Antes de ser viuda, antes de ser “la mamá de Lucía”, antes de que Andrés me redujera a una cuenta bancaria con canas, yo había sido perito química forense durante 31 años en la Ciudad de México. Había visto venenos disfrazados de medicina, fraudes disfrazados de cuidado y asesinatos vestidos de accidente familiar.
Andrés no sabía eso. Para él yo solo era una anciana con una casa en Coyoacán, inversiones, acciones de Laboratorios Santillán y una hija fácil de convencer.
Empujé la copa lejos de mí.
“Daniel, necesito que traigas a tu gerente.
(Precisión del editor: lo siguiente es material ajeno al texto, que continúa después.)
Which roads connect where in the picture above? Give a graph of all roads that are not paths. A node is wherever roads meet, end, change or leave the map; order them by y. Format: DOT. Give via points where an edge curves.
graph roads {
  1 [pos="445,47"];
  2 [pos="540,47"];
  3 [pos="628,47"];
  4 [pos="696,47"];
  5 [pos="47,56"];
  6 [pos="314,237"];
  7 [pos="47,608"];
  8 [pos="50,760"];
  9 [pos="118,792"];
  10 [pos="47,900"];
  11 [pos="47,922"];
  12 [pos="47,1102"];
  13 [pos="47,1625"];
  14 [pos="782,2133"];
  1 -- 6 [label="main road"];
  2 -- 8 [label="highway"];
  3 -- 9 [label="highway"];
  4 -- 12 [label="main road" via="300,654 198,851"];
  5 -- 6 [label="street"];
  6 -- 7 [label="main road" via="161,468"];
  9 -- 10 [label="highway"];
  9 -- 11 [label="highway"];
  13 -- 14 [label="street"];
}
Sin ruido. También un recipiente limpio, sellado, de cocina. Y no dejes que nadie toque esta mesa.”
Él parpadeó, sorprendido.
“¿No quiere que llame a una ambulancia?”
“Todavía no. Primero vamos a guardar lo que ellos creen que ya desapareció.”
El gerente llegó pálido. Le expliqué en voz baja. Vertí la bebida en un recipiente transparente, lo sellé, firmé sobre la tapa y pedí que Daniel y el gerente firmaran como testigos. Luego llamé a la comandante Mariana Rojas, una antigua colega que sabía distinguir entre una sospecha y una sentencia escondida.
Mientras esperaba, mi celular vibró.
Lucía: ¿Ya te terminaste la bebida, mamá?
Apreté el teléfono hasta que me dolieron los dedos.
Otro mensaje apareció.
Lucía: Contéstame. Andrés y yo estamos preocupados.
Miré la copa vacía, el recipiente sellado y el rostro asustado de Daniel. Entonces escribí:
Estaba rica. Ya me siento un poco dormida.
La respuesta llegó casi de inmediato.
Lucía: Qué bueno. Vete a casa y descansa. Mañana nosotros nos encargamos de todo.
Daniel bajó la mirada.
“¿Su propia hija sabía?”
La lluvia golpeaba los ventanales del restaurante como si alguien quisiera entrar a advertirme demasiado tarde.
“No lo sé”, dije.
Pero en el fondo sí lo sabía.
Guardé el teléfono en mi bolsa, levanté el recipiente sellado y respiré despacio.
Creyeron que esa copa iba a apagarme.
No podían imaginar que acababan de encender la peor noche de sus vidas.